Word for word, transcribe the data below from the line with "thumb tip: (940, 804)" to the line with "ring mcp: (1232, 930)", keeping both of those lines.

**EXCERPTED RECORDS**:
══════════

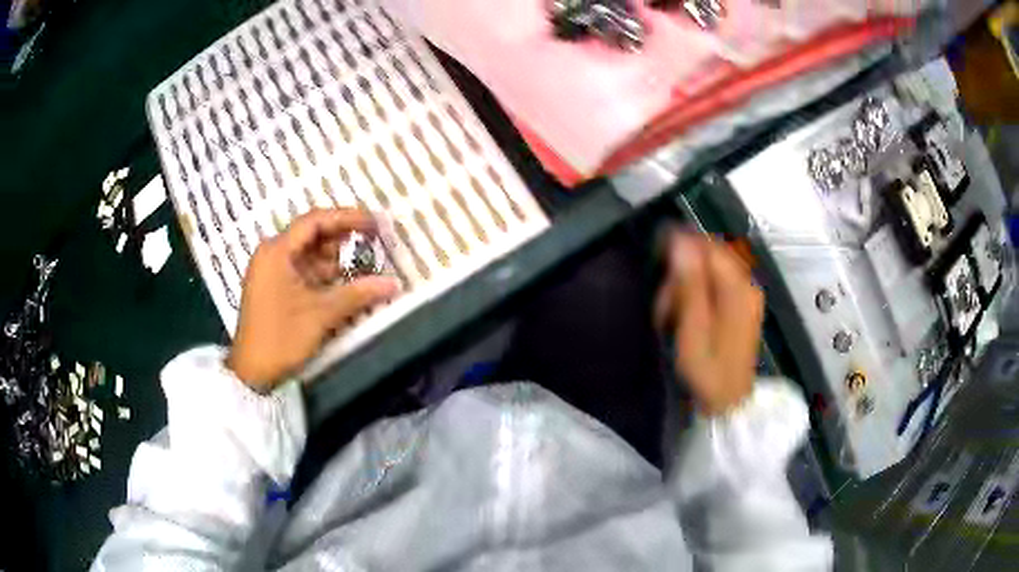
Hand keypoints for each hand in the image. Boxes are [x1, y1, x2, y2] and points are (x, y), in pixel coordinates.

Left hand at [226, 209, 399, 392]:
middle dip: (344, 240)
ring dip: (336, 260)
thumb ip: (357, 294)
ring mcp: (273, 273)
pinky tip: (347, 283)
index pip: (315, 221)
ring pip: (310, 256)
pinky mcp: (275, 289)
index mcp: (277, 251)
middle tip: (374, 244)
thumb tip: (394, 283)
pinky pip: (304, 273)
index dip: (347, 218)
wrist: (252, 374)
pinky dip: (325, 276)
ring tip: (366, 265)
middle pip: (312, 236)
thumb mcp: (321, 314)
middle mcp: (273, 255)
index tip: (374, 224)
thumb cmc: (281, 338)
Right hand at [654, 232, 763, 416]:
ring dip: (685, 289)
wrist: (728, 404)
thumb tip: (679, 240)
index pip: (709, 246)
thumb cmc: (708, 371)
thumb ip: (689, 283)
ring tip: (669, 317)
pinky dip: (695, 298)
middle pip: (709, 258)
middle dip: (682, 275)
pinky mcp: (741, 307)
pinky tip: (684, 318)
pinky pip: (714, 287)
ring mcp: (746, 296)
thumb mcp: (693, 328)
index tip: (658, 266)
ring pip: (709, 273)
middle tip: (662, 306)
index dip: (682, 248)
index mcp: (738, 288)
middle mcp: (746, 285)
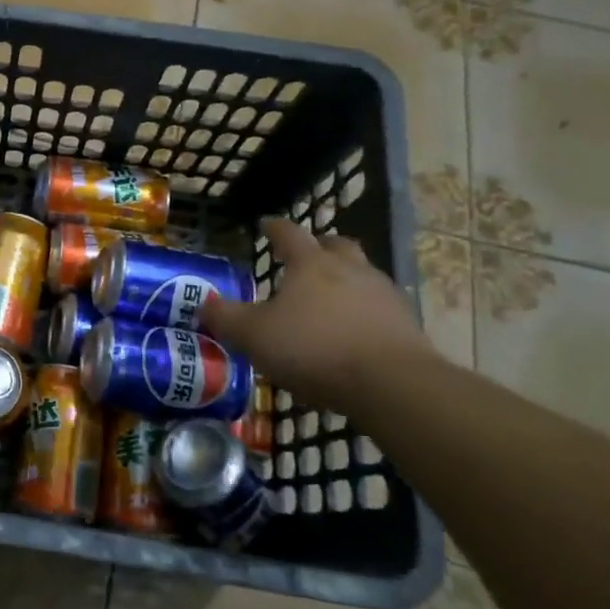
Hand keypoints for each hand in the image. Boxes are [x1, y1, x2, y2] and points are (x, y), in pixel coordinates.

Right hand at [202, 221, 432, 404]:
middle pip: (335, 245)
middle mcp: (349, 269)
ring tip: (328, 299)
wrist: (392, 384)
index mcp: (311, 263)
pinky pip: (378, 307)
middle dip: (319, 246)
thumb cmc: (314, 349)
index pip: (289, 233)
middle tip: (305, 256)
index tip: (265, 224)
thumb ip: (226, 318)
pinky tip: (353, 332)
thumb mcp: (254, 336)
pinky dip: (363, 312)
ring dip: (344, 279)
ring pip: (361, 274)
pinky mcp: (405, 324)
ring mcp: (382, 294)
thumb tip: (203, 304)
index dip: (274, 228)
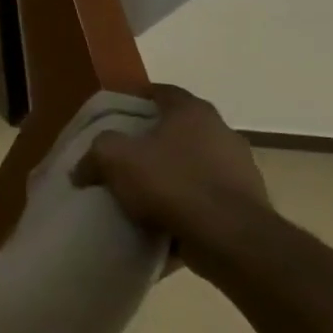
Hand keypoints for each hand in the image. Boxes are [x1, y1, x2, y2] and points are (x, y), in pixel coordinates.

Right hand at [71, 84, 271, 273]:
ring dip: (172, 174)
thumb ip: (95, 153)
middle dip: (153, 139)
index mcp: (193, 112)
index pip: (161, 92)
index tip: (115, 114)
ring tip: (143, 192)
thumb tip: (82, 169)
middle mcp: (223, 133)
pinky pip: (207, 197)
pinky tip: (165, 219)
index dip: (135, 99)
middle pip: (179, 128)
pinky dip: (188, 203)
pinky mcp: (249, 205)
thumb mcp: (113, 157)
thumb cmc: (171, 182)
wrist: (231, 240)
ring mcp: (242, 170)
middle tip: (125, 153)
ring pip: (195, 164)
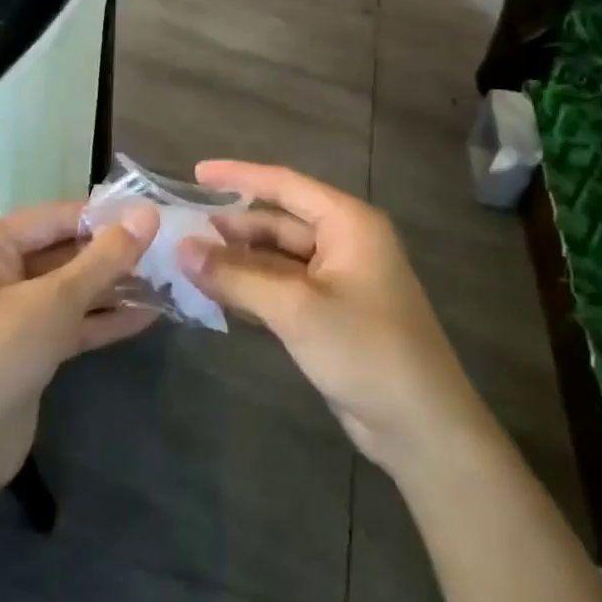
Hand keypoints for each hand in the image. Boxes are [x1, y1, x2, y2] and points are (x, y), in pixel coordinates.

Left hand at [0, 201, 159, 502]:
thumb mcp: (52, 303)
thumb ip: (104, 260)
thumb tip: (149, 213)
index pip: (57, 216)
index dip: (106, 216)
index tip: (158, 216)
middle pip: (65, 251)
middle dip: (114, 254)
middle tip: (169, 251)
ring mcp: (13, 312)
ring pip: (72, 289)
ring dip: (114, 288)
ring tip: (168, 280)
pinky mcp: (28, 349)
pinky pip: (71, 323)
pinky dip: (104, 320)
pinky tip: (148, 315)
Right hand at [177, 161, 485, 482]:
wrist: (421, 427)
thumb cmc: (365, 350)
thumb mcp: (295, 308)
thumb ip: (236, 276)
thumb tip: (180, 250)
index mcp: (348, 223)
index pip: (285, 185)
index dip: (239, 176)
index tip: (196, 173)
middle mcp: (344, 242)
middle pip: (278, 221)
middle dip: (232, 225)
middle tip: (181, 228)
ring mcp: (338, 280)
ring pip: (277, 257)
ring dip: (238, 259)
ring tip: (189, 258)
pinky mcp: (330, 313)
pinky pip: (283, 287)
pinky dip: (251, 287)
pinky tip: (216, 291)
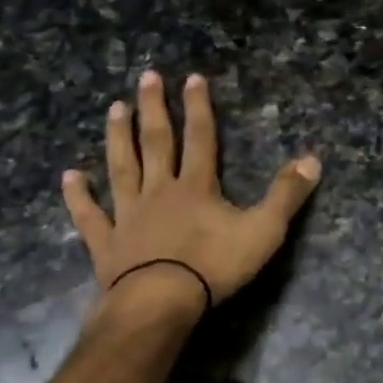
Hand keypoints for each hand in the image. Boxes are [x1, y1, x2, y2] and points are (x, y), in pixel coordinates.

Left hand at [62, 70, 320, 316]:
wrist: (159, 305)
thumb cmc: (213, 267)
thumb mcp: (263, 230)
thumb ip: (287, 194)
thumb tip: (313, 158)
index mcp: (196, 186)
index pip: (200, 138)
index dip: (199, 107)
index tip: (192, 77)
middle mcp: (159, 191)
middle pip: (156, 142)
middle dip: (154, 108)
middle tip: (146, 77)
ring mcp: (129, 216)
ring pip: (122, 168)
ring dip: (118, 137)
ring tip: (114, 108)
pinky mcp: (107, 244)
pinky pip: (90, 216)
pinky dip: (78, 196)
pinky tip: (69, 177)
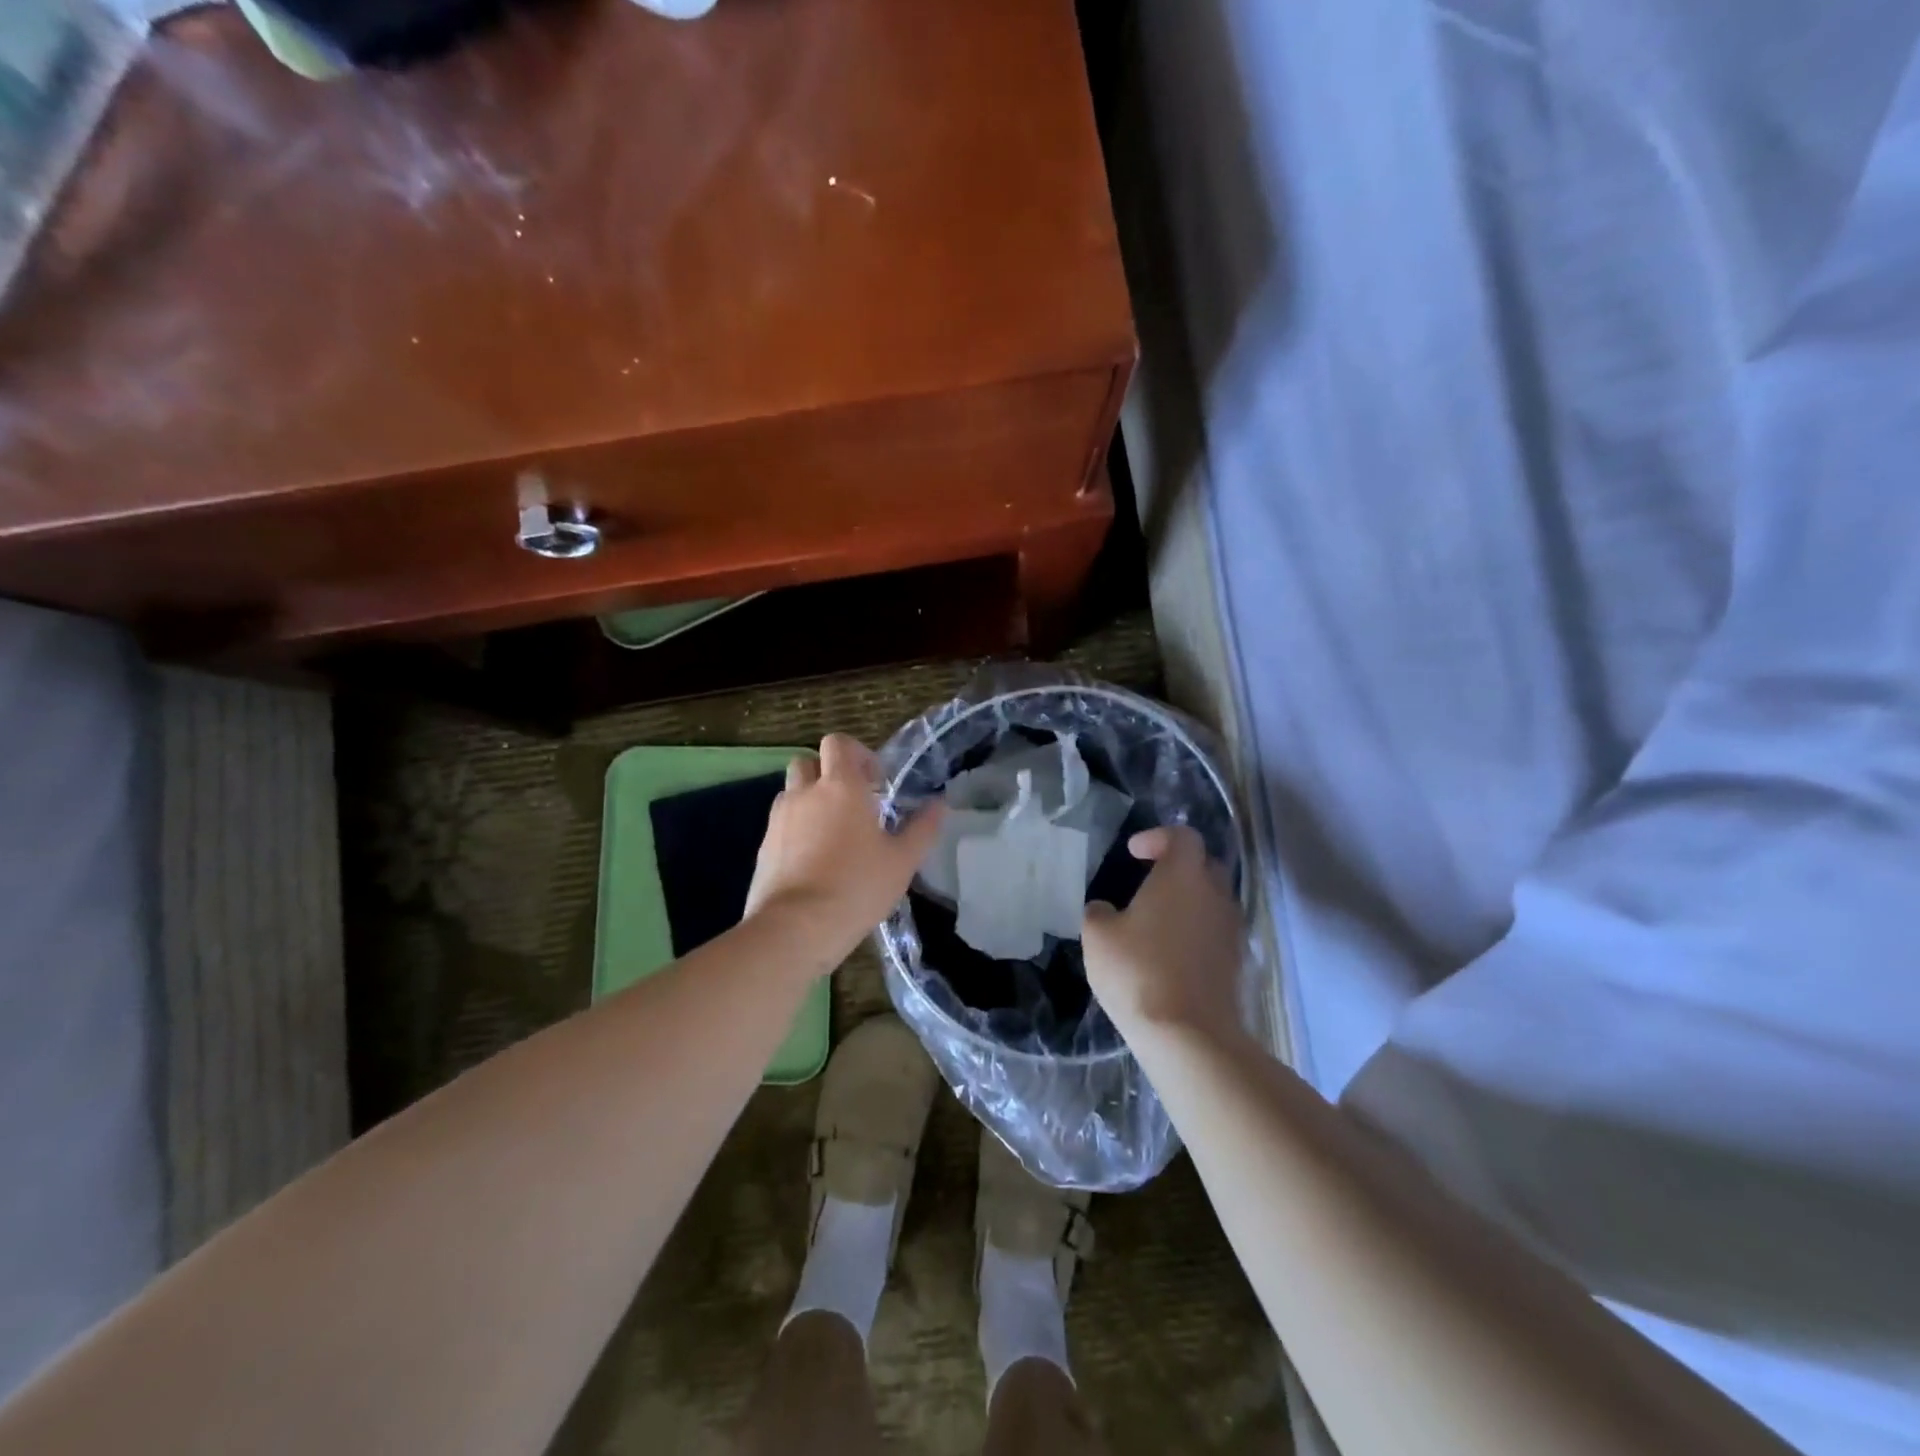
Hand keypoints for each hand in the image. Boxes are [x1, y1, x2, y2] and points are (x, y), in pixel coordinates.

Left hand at [744, 734, 944, 971]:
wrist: (794, 928)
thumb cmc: (856, 887)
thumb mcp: (902, 861)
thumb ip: (922, 828)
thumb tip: (940, 804)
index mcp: (840, 786)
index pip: (838, 743)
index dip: (856, 753)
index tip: (875, 782)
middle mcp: (805, 793)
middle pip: (808, 762)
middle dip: (828, 774)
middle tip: (852, 803)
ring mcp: (778, 819)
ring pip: (792, 792)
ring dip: (810, 801)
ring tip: (832, 834)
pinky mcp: (763, 846)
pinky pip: (781, 824)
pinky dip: (796, 830)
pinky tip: (813, 861)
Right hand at [1083, 826, 1245, 1044]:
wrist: (1189, 1036)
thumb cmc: (1138, 972)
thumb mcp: (1098, 936)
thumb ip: (1099, 912)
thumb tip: (1106, 910)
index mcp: (1183, 876)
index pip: (1183, 836)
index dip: (1158, 837)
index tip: (1134, 853)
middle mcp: (1215, 895)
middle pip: (1205, 865)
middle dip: (1178, 867)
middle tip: (1149, 882)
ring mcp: (1232, 930)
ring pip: (1213, 900)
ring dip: (1190, 902)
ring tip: (1159, 921)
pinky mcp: (1238, 963)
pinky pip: (1217, 932)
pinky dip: (1197, 932)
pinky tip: (1172, 954)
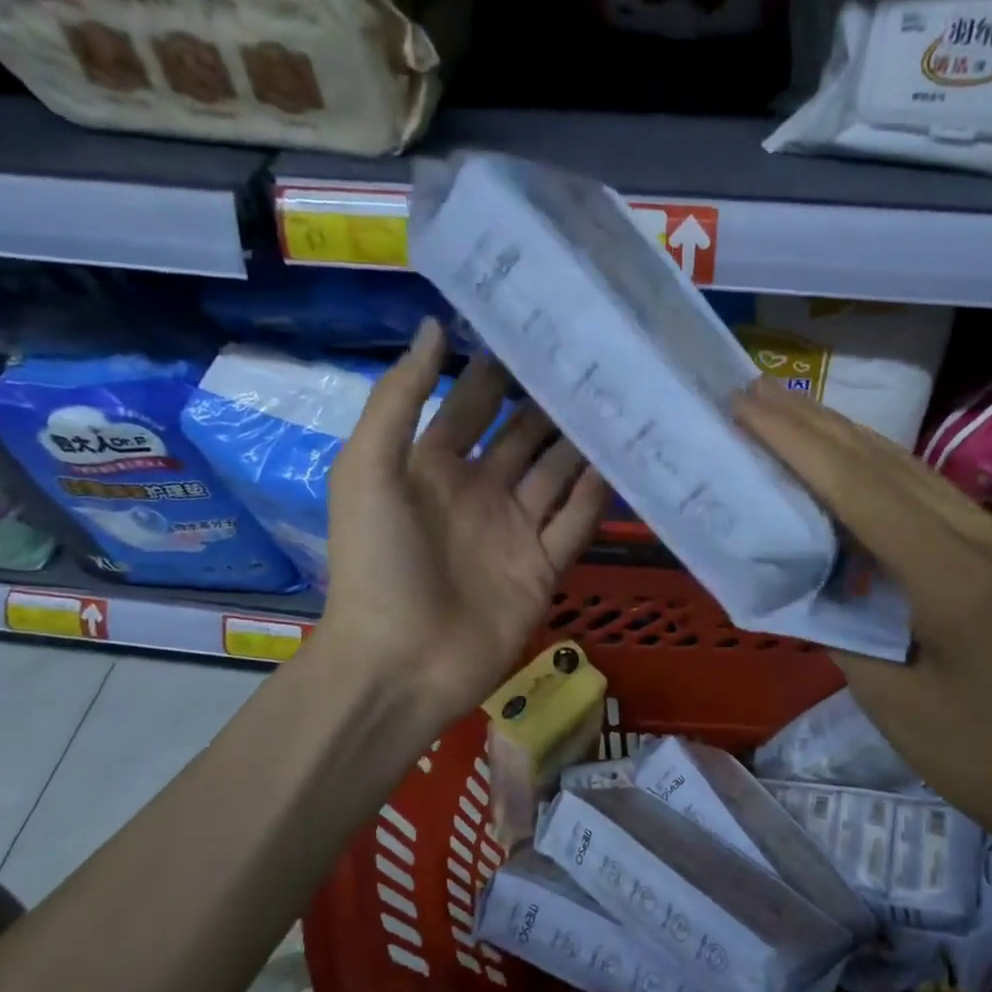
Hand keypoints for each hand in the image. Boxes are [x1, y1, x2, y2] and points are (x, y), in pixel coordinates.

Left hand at [317, 318, 610, 734]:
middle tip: (596, 359)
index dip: (499, 369)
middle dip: (552, 402)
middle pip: (523, 436)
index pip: (472, 405)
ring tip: (620, 399)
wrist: (399, 665)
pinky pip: (575, 523)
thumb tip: (434, 325)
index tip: (538, 328)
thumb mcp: (369, 471)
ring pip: (556, 474)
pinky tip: (623, 461)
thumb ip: (400, 399)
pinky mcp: (542, 567)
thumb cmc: (378, 564)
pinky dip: (597, 495)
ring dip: (582, 442)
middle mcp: (477, 491)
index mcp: (431, 465)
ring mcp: (513, 531)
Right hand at [733, 381, 991, 851]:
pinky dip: (872, 469)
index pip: (861, 489)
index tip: (746, 408)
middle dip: (814, 423)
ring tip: (786, 412)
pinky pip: (925, 494)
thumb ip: (838, 627)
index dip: (798, 445)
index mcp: (952, 577)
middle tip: (753, 393)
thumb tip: (800, 579)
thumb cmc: (981, 757)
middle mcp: (980, 538)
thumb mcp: (890, 702)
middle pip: (886, 462)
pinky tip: (842, 464)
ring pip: (908, 468)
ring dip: (842, 437)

══════════

**YOUR RESPONSE**:
thumb tip: (940, 804)
index mcp: (840, 786)
index pip: (838, 743)
index dip: (856, 753)
index tip: (875, 782)
middle mcp: (805, 793)
middle pip: (808, 762)
middle dip: (828, 774)
middle tip: (852, 803)
ring mcp: (778, 819)
ring pip: (792, 792)
ring dip: (810, 801)
ring tip: (832, 834)
pinky mcp: (763, 846)
pinky pip: (781, 824)
pinky dip: (796, 830)
pinky tip: (813, 861)
Right hand at [1083, 826, 1245, 1044]:
wrist: (1189, 1036)
thumb cmc: (1138, 972)
thumb mcp: (1098, 936)
thumb ip: (1099, 912)
thumb tip: (1106, 910)
index mcp: (1183, 876)
index pip: (1183, 836)
index dip: (1158, 837)
index tip: (1134, 853)
middle mcp: (1215, 895)
middle pip: (1205, 865)
middle dip: (1178, 867)
middle tip: (1149, 882)
ring mcp: (1232, 930)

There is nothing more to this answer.